Hot Dishes, Cold Food, Microwave Perplexity

Dear Home Ec 101,

Why is it sometimes when I heat foods in the microwave the bowl is screaming hot and the food is still a block of ice?

Signed,

Scalded in Scranton*

Heather says:

Here on Home Ec 101 I’ve written previously about how microwaves work, if you missed it the first time, here’s the short version.

Think of your microwave as a box built to hold in waves of energy. These microwaves bounce all over the inside of this box when the appliance is running. When items are placed in the microwave three things can happen: the waves can either pass through object, bounce off the object, or be absorbed by the object. When conditions in the microwave oven are perfect the dish is pretty much ignored by the microwaves which  reach food and excite the water molecules which heats the food.

What do we know about real life and optimal conditions? I know, I know! The two rarely occur at the same time outside of a laboratory. You don’t live in a lab, do you?

Of course you don’t, your bowl is hot and food is cold. Why?

In your case the microwaves are being absorbed by the dish which is pretty much shielding your food from the microwaves. If you used a plate, the shielding effect would be less noticeable, as less of the surface area of the food would be blocked by microwave absorbing material.

So, what kind of dishware can be used in the microwave?
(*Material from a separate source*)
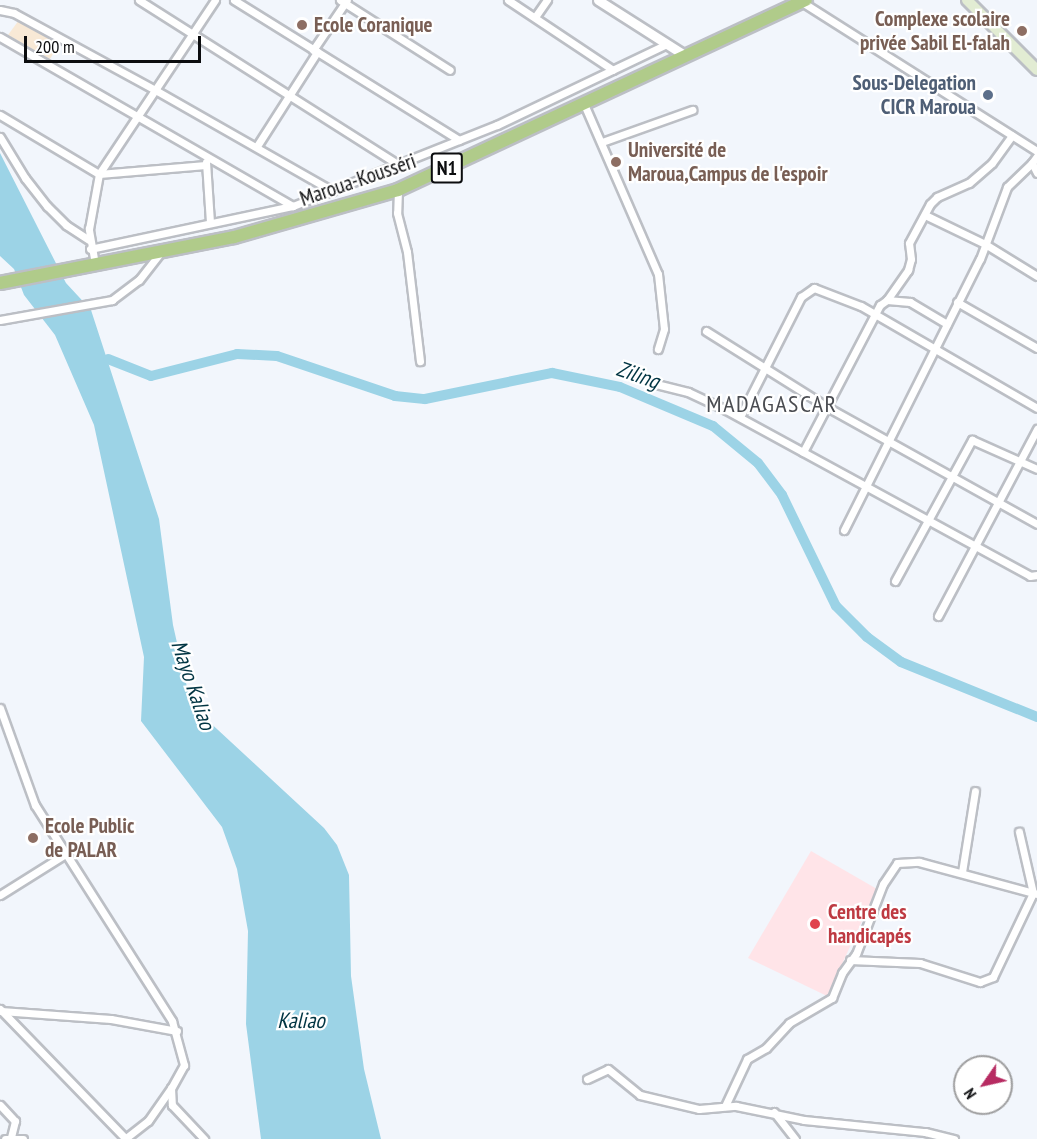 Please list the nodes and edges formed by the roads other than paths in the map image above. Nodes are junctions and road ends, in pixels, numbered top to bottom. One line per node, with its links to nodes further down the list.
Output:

Skip metal which may cause arcing or the buildup of charge that jumps from one point to another. It’s like lightning on a domestic scale.

Glassware should be safe, but it isn’t always. The best test is to check the manufacturer’s suggested use.

Engineers and other sticklers, I know I’m using some terms a little loosely, we’re just working on basic concepts today.

It’s important to remember that not all ceramic is created equally. Dry, unglazed ceramic is usually microwave safe, but there is a caveat. The material is porous and can absorb water. When this happens the microwaves heat the water in the ceramic dish. If the water gets hot enough it can cause uneven thermal expansion (some things get bigger when they are heated) which can break your dish.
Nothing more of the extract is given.